----- Data for this task

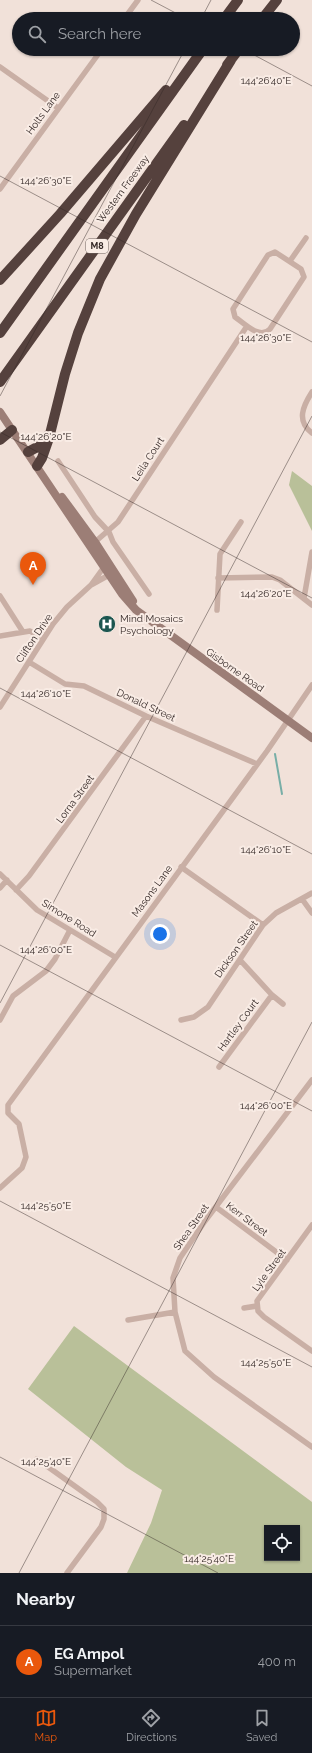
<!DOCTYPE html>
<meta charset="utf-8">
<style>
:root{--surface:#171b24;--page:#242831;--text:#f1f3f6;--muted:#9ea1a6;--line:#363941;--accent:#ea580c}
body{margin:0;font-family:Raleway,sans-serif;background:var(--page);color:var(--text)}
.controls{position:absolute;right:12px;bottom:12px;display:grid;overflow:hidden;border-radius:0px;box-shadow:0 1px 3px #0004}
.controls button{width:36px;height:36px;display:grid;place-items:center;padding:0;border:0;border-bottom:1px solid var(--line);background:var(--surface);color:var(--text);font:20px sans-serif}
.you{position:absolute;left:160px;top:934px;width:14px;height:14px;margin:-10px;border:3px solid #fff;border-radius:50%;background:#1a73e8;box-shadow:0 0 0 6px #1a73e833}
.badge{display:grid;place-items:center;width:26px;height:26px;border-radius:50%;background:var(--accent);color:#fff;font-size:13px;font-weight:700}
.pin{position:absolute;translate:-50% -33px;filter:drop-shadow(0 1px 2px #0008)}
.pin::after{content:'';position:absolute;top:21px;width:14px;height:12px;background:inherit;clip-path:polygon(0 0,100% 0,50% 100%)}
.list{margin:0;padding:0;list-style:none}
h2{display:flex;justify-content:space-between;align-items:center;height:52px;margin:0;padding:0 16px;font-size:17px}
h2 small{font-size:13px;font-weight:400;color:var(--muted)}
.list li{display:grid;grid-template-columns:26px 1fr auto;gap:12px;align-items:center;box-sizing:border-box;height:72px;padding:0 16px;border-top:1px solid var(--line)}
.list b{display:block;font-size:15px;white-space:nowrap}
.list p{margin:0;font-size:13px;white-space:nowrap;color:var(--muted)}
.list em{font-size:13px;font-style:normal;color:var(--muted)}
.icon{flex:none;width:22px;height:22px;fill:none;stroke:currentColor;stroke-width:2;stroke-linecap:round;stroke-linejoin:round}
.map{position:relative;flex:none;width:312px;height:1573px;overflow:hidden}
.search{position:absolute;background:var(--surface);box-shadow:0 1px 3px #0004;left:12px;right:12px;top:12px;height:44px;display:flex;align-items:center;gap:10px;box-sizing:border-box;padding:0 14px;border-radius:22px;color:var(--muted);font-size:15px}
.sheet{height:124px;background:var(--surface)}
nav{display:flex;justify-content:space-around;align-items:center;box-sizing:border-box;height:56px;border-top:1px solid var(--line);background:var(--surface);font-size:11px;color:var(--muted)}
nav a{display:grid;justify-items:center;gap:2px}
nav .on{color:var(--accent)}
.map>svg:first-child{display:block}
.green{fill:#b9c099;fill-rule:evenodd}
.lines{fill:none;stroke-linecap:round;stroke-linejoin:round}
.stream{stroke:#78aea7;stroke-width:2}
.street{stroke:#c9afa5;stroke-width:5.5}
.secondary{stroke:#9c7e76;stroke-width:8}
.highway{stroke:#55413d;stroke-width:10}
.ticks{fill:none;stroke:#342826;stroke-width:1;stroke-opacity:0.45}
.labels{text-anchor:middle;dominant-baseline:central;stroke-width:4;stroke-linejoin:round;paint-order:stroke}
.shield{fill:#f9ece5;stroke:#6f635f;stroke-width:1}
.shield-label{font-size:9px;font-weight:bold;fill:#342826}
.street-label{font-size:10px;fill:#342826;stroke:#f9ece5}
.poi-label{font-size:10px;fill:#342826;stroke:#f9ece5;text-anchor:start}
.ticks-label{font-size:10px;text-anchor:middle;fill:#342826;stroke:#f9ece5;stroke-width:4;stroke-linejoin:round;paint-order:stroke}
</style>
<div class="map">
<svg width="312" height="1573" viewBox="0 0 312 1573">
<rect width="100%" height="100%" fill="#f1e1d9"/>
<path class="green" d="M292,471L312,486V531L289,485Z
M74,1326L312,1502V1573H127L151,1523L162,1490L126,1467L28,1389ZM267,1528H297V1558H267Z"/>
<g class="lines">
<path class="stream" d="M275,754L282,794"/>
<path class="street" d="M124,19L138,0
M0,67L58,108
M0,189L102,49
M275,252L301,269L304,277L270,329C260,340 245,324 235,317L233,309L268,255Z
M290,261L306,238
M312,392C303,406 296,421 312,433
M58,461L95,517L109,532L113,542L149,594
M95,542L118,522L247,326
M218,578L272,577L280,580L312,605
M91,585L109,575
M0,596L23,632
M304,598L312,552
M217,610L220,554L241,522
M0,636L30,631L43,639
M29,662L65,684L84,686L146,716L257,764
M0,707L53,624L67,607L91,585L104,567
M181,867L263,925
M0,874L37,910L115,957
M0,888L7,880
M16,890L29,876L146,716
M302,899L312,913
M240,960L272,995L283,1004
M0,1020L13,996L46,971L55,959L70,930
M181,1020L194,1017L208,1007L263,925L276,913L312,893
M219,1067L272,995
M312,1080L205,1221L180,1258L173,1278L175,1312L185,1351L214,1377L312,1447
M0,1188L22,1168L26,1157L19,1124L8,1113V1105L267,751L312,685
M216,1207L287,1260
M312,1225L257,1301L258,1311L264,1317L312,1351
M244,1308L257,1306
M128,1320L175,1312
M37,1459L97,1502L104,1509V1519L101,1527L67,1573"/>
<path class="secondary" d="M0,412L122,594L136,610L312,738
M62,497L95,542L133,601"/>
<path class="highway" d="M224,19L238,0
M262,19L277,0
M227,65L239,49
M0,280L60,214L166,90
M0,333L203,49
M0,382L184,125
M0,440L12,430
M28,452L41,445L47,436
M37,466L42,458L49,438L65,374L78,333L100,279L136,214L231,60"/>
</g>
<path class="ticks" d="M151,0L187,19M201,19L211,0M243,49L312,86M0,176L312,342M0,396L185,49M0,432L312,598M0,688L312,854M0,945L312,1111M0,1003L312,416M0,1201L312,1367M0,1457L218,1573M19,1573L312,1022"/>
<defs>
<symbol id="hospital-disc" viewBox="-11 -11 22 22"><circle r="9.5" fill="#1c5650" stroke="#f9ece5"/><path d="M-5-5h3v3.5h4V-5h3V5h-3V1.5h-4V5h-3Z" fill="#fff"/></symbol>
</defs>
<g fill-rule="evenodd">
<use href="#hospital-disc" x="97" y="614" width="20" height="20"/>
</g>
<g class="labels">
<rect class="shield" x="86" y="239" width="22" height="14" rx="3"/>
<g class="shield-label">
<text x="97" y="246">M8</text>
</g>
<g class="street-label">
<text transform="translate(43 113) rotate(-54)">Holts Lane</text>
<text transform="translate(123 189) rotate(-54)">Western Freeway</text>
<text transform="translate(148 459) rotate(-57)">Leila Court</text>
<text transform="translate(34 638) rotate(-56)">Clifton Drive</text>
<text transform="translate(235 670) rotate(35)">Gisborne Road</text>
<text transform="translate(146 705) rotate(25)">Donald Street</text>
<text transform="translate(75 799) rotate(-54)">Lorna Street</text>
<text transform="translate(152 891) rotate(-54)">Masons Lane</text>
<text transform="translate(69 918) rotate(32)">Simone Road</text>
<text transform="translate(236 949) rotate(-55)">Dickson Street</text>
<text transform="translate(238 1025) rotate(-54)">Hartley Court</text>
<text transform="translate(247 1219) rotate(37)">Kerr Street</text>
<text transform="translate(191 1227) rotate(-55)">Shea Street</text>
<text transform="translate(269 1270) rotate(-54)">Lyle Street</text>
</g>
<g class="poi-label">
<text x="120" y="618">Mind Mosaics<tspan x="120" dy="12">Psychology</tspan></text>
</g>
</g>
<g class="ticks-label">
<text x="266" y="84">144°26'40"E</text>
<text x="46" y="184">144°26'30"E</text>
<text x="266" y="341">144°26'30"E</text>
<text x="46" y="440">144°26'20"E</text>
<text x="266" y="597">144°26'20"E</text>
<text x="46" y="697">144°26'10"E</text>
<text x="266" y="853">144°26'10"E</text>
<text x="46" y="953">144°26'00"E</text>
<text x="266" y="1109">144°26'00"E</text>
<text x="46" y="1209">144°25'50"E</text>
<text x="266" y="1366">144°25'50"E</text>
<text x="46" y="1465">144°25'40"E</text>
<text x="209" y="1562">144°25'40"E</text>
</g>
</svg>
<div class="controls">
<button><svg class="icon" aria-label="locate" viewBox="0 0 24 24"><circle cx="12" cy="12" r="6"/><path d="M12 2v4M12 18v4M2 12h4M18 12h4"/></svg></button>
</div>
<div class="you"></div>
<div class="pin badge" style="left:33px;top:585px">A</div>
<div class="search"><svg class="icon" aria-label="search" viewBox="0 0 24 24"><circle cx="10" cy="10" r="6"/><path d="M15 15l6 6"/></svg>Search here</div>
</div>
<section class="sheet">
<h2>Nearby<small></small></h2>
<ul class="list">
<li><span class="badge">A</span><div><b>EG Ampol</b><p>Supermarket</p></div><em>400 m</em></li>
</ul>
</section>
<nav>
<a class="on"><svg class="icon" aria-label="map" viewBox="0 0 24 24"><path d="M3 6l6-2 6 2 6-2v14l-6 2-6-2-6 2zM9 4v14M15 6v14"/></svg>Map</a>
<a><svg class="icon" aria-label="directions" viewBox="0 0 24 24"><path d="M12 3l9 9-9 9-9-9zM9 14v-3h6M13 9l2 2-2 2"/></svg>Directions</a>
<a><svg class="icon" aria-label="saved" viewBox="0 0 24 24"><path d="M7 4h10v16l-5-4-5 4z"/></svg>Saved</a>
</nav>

----------
----- Data for this task

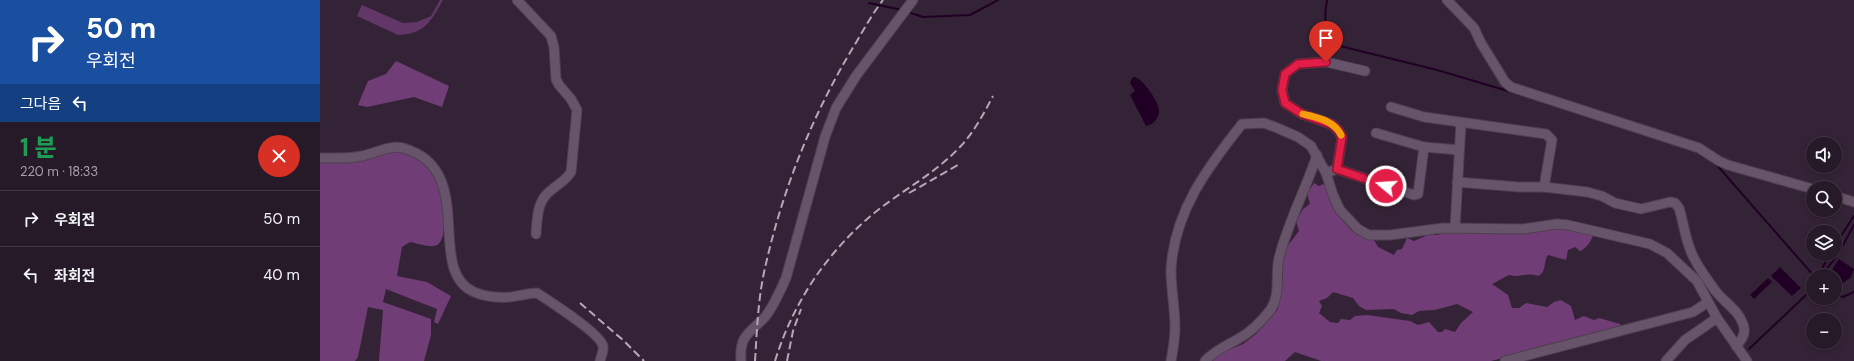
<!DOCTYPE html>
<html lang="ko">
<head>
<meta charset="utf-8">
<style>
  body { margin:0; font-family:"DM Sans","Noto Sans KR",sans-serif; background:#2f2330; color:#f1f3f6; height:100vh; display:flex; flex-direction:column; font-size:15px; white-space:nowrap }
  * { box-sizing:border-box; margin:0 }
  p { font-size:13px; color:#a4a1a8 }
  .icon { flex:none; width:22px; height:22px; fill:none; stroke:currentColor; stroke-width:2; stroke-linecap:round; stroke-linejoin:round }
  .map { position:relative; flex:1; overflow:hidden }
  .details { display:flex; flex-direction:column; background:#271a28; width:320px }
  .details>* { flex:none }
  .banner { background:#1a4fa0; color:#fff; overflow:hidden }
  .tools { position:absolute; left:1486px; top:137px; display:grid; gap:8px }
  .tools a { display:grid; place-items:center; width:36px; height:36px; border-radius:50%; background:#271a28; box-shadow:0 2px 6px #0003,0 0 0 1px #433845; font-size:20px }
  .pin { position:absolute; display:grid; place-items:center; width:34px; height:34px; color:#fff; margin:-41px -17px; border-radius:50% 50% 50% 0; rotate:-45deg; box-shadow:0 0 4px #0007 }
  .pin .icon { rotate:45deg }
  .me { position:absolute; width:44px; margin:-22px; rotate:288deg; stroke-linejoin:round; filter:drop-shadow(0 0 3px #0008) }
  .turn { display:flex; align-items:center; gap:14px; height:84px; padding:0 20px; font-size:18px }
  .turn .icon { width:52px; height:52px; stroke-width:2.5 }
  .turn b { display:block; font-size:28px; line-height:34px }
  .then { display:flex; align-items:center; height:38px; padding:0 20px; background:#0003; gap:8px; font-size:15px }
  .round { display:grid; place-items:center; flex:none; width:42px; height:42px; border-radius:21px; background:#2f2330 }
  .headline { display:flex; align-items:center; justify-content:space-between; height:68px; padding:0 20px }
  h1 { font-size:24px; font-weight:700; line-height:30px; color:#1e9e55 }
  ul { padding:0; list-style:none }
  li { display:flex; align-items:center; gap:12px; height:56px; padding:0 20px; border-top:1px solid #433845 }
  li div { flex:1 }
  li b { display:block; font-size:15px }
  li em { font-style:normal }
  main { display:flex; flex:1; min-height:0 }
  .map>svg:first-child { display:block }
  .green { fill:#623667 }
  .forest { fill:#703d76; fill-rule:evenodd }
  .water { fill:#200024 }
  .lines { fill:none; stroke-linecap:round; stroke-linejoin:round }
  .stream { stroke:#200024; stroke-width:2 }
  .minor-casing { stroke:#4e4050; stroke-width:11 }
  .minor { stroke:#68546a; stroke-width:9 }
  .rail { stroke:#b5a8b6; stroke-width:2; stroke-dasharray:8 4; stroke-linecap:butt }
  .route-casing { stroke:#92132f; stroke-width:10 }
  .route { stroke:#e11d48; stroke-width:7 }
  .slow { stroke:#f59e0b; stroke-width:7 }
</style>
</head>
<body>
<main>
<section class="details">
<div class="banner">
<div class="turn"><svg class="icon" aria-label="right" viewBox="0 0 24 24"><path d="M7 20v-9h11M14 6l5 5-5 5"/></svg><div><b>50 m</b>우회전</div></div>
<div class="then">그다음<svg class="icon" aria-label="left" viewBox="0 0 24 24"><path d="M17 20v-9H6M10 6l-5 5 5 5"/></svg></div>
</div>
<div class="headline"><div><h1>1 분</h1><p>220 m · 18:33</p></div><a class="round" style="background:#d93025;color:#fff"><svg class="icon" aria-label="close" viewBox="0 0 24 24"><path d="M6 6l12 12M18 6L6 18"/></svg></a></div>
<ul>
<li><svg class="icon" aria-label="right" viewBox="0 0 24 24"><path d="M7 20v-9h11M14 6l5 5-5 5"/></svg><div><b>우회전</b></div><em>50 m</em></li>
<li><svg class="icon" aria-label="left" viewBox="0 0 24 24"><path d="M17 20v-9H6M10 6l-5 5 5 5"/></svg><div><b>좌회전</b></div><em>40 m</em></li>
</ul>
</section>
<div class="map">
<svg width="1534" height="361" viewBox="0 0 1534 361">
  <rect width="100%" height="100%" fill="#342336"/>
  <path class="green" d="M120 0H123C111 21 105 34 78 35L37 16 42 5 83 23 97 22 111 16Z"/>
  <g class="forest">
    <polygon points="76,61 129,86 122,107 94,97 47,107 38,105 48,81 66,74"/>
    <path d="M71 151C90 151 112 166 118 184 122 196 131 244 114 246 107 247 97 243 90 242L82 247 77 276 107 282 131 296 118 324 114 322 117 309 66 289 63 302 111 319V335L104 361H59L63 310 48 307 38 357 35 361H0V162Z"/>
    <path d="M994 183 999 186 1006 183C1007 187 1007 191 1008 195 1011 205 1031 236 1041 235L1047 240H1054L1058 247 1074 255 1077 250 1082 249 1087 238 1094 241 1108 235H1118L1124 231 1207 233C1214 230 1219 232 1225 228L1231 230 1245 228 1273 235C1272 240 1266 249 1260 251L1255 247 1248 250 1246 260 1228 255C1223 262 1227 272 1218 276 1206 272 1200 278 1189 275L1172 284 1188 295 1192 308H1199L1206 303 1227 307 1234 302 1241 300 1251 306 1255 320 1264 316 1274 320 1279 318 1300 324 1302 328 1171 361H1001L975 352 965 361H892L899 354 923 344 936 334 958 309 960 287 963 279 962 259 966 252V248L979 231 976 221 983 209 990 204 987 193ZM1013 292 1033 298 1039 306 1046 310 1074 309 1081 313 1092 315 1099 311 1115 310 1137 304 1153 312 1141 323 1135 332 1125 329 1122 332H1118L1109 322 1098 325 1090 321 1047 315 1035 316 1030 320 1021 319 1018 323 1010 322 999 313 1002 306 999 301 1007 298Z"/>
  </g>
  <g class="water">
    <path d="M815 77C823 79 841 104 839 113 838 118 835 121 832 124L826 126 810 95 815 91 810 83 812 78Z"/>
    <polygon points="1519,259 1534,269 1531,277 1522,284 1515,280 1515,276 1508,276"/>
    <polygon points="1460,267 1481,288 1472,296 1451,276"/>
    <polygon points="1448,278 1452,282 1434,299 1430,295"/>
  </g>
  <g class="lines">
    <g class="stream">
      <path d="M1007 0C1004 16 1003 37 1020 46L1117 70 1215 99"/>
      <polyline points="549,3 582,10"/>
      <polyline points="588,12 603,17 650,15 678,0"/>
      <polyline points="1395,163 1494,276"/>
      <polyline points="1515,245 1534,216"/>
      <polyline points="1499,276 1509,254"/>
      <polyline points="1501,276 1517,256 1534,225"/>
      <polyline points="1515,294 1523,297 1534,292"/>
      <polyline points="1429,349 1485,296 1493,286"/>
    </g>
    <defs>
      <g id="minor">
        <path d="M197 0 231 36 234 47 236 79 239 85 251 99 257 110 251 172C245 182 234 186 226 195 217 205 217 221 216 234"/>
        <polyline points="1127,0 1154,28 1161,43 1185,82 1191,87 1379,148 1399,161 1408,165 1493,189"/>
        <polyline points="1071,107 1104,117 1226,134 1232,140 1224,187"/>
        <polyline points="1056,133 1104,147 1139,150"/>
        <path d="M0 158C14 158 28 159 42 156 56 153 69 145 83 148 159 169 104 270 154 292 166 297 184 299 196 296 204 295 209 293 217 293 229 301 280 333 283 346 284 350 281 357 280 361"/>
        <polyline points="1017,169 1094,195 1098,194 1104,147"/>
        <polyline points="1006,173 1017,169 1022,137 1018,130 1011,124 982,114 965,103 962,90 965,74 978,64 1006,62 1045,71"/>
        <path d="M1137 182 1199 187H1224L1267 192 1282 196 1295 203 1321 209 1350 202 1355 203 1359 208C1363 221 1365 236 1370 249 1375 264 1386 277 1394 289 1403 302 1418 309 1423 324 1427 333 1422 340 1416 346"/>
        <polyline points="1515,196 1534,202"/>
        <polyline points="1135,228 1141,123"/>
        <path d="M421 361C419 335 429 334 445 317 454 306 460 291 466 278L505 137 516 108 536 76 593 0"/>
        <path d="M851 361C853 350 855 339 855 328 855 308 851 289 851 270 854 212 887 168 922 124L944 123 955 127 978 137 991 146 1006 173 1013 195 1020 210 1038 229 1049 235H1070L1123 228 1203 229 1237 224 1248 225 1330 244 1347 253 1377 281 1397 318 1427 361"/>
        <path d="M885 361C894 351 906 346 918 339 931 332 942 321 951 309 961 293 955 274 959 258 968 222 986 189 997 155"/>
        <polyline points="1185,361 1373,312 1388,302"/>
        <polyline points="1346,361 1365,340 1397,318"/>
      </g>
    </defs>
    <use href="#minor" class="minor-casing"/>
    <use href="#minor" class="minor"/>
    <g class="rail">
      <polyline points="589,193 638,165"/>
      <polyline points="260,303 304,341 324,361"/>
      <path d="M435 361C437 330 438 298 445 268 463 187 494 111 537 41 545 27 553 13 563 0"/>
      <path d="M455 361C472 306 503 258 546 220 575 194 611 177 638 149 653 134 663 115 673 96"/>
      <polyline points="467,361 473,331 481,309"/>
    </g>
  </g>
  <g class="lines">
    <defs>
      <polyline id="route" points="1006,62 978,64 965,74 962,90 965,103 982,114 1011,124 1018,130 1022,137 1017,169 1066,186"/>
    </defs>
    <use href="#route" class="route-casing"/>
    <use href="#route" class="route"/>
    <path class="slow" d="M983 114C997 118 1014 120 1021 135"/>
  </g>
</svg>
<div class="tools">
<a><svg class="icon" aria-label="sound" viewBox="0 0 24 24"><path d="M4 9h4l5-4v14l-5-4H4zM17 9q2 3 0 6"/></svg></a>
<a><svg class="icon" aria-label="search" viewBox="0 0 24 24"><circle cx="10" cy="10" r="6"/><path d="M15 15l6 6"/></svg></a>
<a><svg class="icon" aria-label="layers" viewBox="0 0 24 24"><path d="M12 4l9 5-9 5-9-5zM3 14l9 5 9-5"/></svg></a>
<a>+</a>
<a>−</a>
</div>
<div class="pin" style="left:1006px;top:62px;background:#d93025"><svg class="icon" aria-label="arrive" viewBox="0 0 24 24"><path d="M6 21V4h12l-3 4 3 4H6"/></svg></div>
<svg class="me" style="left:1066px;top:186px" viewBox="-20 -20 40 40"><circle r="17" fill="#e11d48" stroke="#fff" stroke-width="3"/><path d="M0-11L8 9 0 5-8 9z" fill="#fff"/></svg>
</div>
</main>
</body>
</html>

----------

### What the exercise asks
Please report only the number of lines above that include "href".

### Final answer
5